- AIM OF THE TASK -
Every line below that holds the string "node" should be copied.

- PROVIDED ENTRIES -
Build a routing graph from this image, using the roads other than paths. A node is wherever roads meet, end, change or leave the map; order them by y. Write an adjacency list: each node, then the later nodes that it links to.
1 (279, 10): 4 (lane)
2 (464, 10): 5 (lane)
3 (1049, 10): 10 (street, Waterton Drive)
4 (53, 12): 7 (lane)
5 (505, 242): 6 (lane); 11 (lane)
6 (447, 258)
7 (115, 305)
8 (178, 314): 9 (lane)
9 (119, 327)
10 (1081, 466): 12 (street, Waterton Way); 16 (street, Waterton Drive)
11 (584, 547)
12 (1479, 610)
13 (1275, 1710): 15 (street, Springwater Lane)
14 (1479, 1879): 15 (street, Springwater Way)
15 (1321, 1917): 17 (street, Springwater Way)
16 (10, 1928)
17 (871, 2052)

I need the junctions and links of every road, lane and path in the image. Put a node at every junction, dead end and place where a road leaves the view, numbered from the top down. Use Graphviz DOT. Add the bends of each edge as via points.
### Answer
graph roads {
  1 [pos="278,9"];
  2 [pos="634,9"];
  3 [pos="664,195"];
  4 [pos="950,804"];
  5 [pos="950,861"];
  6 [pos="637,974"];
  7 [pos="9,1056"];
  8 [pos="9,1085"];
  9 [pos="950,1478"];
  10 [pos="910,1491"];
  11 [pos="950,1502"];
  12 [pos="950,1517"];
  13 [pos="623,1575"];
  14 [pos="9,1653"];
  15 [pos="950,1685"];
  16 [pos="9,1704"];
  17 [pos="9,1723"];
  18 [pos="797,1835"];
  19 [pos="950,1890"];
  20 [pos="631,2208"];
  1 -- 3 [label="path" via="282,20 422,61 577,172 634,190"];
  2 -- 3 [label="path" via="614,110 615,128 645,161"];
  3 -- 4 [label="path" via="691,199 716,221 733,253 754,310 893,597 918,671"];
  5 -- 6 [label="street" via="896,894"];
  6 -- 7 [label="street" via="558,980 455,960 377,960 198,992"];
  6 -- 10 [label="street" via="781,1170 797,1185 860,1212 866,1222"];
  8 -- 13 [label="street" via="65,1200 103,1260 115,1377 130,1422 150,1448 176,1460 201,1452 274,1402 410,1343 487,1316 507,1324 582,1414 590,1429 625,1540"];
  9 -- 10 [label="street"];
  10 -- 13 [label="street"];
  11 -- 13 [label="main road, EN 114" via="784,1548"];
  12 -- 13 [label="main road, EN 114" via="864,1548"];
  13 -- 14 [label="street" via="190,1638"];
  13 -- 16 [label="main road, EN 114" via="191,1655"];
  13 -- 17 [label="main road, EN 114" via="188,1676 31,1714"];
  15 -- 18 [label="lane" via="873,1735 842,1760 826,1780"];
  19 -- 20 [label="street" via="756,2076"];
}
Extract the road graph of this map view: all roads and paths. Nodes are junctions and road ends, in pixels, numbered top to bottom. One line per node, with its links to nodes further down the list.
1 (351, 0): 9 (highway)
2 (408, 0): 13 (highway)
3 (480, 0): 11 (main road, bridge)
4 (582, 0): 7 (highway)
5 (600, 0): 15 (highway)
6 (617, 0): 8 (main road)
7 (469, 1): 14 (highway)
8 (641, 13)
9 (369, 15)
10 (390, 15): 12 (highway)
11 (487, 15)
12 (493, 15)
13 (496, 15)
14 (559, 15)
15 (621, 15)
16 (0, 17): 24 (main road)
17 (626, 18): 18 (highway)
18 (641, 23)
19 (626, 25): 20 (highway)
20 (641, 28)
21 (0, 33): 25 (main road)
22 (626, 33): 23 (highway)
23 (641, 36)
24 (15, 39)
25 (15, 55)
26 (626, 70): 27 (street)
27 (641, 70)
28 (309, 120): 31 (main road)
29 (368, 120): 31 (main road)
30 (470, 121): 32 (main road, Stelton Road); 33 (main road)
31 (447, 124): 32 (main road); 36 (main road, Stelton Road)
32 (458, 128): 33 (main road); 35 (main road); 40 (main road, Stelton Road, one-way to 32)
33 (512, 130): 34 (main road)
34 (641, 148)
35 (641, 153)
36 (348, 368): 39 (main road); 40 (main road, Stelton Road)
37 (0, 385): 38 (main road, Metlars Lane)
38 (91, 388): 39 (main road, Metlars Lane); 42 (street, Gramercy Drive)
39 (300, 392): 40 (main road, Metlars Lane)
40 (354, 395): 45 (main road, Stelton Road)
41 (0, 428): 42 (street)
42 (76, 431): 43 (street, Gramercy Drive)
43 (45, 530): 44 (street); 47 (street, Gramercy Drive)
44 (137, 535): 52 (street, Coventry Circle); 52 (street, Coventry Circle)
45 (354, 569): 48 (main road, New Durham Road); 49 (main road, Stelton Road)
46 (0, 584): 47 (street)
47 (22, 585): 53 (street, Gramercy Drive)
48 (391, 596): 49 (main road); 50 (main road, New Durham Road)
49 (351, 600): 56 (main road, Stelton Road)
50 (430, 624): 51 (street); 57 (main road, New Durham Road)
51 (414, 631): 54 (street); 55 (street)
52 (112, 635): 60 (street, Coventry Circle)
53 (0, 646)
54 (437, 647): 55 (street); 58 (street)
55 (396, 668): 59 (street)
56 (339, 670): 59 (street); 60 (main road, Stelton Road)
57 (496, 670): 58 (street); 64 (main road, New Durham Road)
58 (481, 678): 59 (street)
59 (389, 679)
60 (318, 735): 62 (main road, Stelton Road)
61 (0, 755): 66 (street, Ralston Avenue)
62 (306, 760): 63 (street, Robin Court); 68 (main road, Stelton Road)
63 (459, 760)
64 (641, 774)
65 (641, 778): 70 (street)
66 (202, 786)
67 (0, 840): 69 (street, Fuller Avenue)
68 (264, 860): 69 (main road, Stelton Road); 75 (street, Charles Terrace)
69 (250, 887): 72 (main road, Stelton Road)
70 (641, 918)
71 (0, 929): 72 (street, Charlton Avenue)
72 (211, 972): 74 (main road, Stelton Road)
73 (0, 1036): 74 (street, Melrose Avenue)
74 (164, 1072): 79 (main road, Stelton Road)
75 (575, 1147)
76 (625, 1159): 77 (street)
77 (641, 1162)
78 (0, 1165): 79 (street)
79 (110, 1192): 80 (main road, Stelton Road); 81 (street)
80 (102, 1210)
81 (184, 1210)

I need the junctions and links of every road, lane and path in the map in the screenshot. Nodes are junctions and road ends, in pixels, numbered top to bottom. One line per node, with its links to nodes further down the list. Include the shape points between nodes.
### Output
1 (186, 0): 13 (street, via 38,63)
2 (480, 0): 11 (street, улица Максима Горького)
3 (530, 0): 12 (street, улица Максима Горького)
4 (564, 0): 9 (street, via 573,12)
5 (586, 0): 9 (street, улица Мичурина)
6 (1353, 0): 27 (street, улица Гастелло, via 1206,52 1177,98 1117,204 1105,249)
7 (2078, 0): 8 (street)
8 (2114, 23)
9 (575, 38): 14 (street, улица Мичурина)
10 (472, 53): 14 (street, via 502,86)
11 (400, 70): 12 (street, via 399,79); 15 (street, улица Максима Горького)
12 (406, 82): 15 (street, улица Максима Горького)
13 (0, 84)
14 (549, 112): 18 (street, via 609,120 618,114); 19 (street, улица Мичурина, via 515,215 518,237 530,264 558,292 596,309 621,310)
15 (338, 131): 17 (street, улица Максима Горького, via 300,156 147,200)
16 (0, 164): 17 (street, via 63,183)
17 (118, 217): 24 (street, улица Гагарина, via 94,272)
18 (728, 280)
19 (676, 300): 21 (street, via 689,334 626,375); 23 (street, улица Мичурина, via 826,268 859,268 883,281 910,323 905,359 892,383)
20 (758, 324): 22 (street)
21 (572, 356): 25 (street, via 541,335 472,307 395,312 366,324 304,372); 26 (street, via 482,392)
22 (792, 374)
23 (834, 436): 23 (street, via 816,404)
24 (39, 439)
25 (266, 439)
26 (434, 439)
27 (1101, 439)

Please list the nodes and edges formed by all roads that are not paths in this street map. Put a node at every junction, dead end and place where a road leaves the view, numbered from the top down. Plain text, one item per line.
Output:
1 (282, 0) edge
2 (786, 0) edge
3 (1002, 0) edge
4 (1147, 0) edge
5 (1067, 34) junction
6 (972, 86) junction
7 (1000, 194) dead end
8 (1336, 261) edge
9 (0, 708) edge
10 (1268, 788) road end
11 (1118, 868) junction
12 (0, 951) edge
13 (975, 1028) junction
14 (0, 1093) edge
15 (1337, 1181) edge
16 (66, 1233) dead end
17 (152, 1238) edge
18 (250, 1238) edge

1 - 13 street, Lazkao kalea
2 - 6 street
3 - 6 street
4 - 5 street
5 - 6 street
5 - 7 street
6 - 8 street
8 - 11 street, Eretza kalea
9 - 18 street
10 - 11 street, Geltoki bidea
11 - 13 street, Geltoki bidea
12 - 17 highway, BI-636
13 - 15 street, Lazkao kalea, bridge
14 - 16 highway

- TASK RESPONSE -
Build a routing graph from this image, using the roads other than paths. A node is wherever roads meet, end, change or leave the map; order them by y. Write an adjacency list: each node, then the later nodes that it links to.
I need the junctions and links of every road, lane and path in the image. Put a node at every junction, dead end and place where a road leaves the view, numbered from the top down. Use Graphviz DOT. Add the bends of each edge as via points.
Extract the road graph of this map view: all roads and paths. Nodes are junctions and road ends, in pixels, numbered top to bottom. One line per node, with its links to nodes further down the list.
I need the junctions and links of every road, lane and path in the map in the screenshot. Nodes are junctions and road ends, in pixels, numbered top to bottom. One line per node, with its links to nodes further down the list. Include the shape points between nodes.
Please list the nodes and edges formed by all roads that are not paths in this street map. Put a node at every junction, dead end and place where a road leaves the view, numbered from the top down. Plain text, one item per line.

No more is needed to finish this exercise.